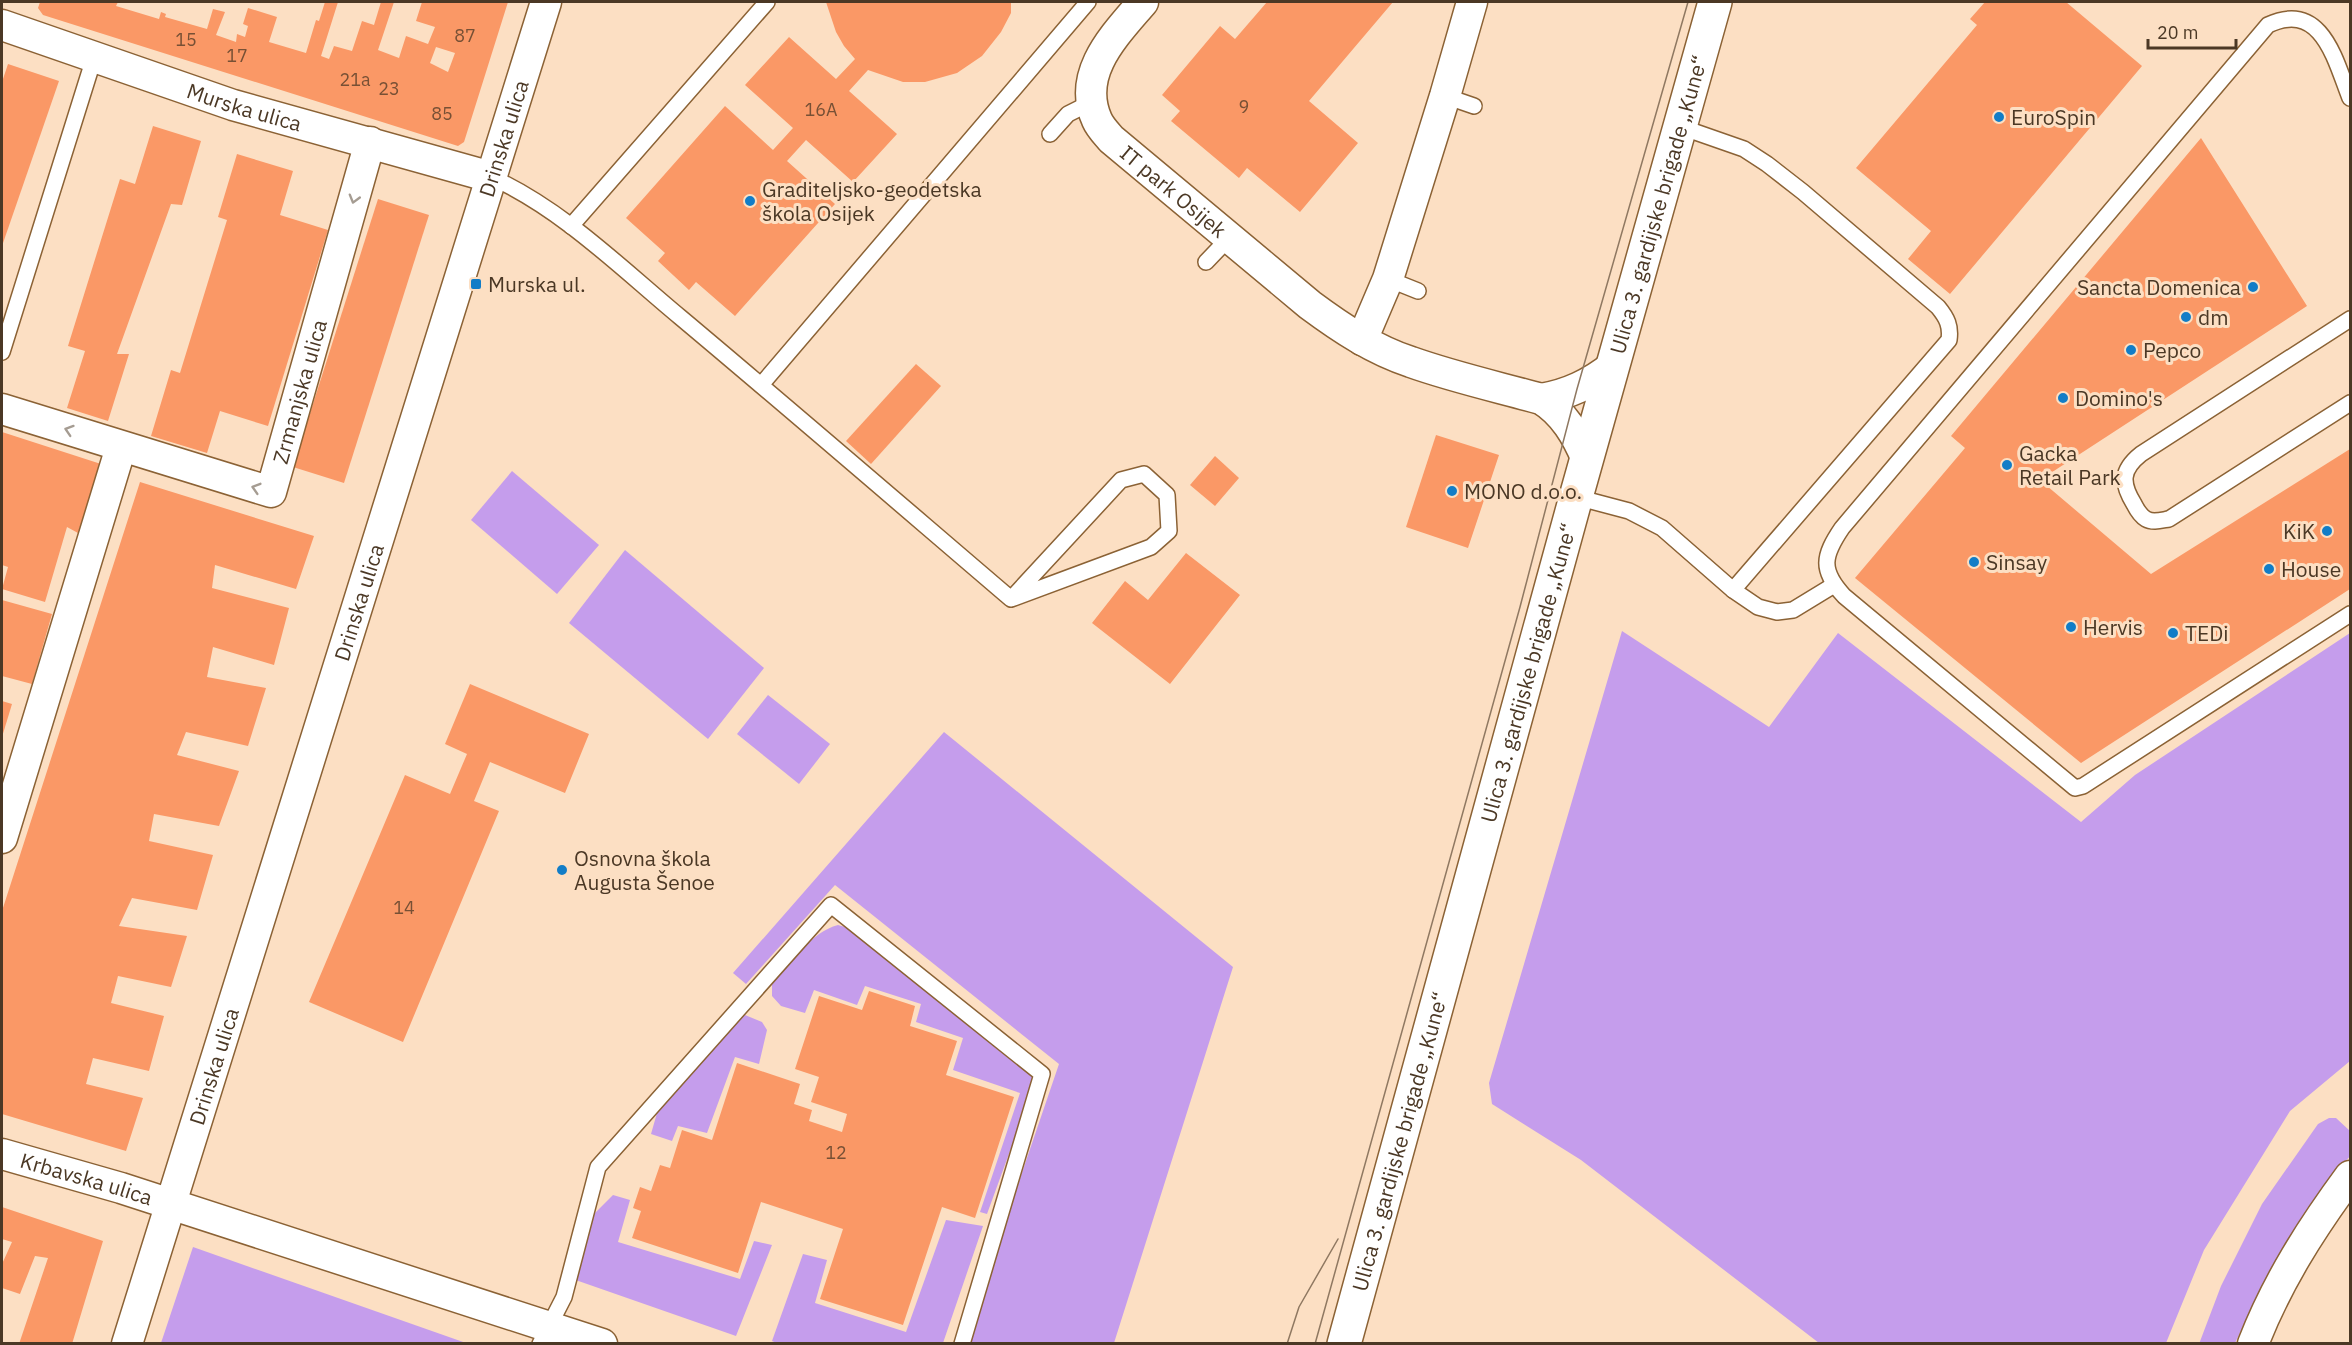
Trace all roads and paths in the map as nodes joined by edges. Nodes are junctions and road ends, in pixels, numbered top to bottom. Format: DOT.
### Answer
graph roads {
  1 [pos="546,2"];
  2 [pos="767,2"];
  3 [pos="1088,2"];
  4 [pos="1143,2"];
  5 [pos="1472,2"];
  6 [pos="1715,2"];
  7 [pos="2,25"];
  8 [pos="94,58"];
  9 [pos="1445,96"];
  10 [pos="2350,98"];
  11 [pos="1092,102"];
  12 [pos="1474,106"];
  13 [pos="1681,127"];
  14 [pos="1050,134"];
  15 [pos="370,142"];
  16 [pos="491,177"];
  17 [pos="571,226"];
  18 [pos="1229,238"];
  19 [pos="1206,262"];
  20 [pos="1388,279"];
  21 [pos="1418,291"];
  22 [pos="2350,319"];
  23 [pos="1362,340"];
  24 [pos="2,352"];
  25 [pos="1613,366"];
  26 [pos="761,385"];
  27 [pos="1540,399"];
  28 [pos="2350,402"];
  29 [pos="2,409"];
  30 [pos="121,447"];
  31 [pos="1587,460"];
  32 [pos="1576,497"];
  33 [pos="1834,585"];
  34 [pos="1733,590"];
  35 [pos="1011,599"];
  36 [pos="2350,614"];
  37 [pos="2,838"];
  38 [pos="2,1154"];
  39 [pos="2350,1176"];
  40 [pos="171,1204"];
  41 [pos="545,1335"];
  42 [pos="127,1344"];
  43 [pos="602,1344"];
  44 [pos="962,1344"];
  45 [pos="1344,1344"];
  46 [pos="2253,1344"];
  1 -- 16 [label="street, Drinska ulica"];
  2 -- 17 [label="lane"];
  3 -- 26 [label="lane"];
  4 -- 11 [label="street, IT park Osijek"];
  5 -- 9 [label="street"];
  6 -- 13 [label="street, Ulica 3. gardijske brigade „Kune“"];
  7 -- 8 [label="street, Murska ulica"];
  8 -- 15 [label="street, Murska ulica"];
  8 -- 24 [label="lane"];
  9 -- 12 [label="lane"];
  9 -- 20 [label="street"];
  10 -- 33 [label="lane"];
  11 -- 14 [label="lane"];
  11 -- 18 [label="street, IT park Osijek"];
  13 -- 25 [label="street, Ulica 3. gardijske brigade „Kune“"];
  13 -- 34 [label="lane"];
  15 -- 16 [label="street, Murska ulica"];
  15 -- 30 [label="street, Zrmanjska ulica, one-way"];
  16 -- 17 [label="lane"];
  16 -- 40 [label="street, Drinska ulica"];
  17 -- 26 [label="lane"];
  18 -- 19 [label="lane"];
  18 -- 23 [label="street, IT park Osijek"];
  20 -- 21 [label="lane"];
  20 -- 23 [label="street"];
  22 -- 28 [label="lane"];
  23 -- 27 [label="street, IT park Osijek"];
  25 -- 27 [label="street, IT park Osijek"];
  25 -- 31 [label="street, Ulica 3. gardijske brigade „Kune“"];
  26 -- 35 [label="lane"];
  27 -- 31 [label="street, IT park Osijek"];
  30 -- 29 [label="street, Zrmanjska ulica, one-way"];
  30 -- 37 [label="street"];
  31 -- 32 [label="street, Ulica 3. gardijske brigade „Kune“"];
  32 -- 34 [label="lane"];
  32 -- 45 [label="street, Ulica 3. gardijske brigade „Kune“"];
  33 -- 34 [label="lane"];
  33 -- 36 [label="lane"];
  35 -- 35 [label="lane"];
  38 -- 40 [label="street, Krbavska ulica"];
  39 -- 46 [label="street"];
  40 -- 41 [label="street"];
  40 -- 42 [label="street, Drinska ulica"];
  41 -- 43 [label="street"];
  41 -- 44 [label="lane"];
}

##############################

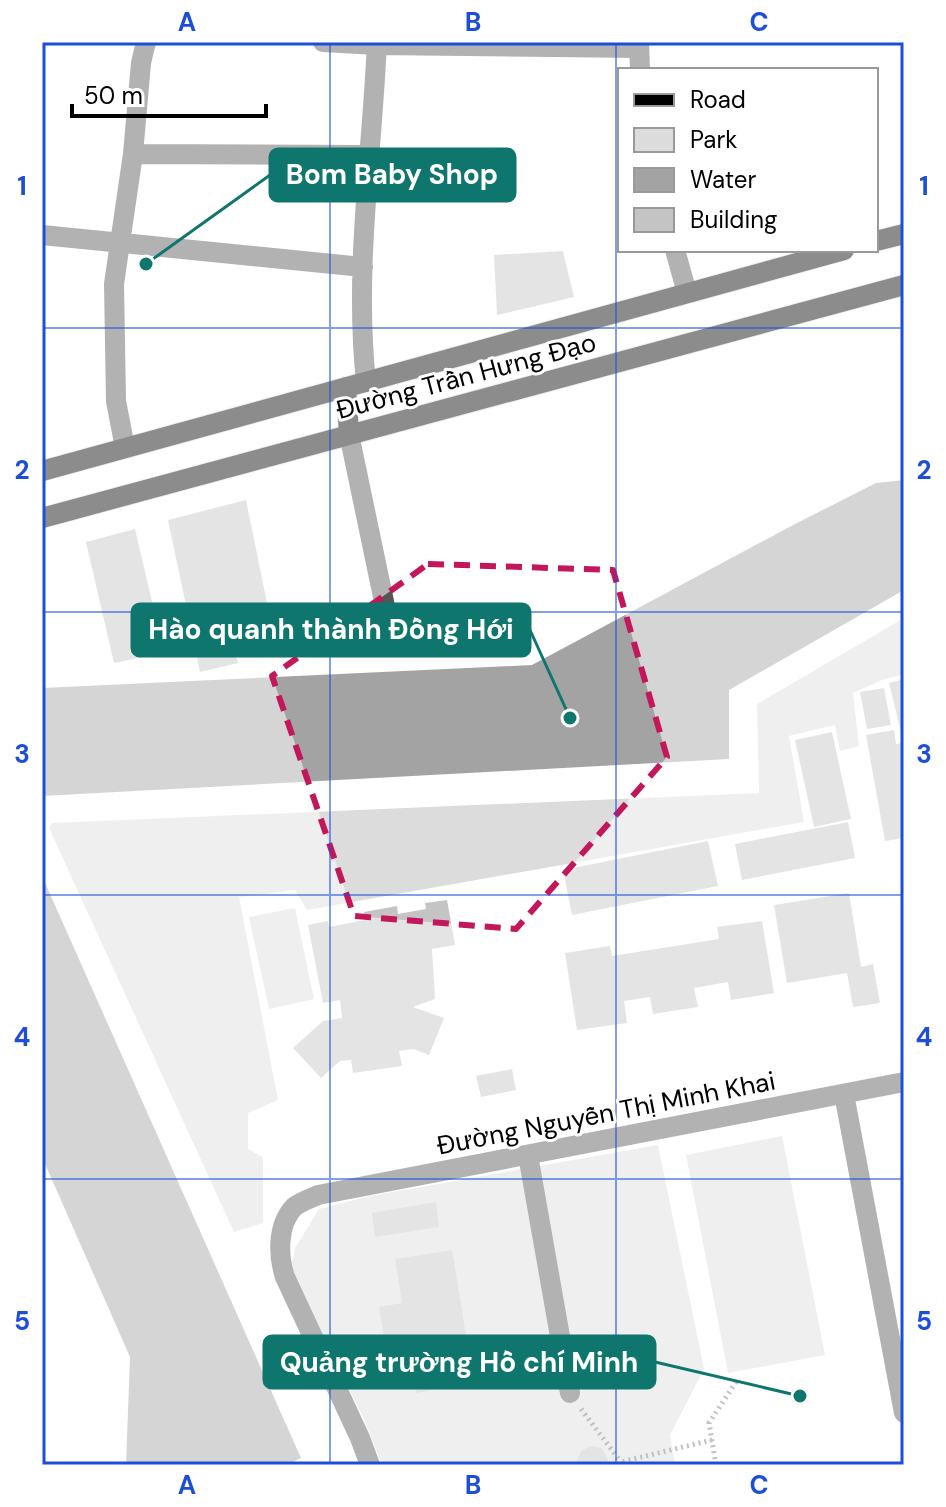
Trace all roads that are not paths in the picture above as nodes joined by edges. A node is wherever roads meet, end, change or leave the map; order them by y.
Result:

##############################

→ TASK OBJECTIVE: Considering only lines of the records that hold the string "nodes", state how many there are and nothing else.

→ YOUR SOLUTION: 2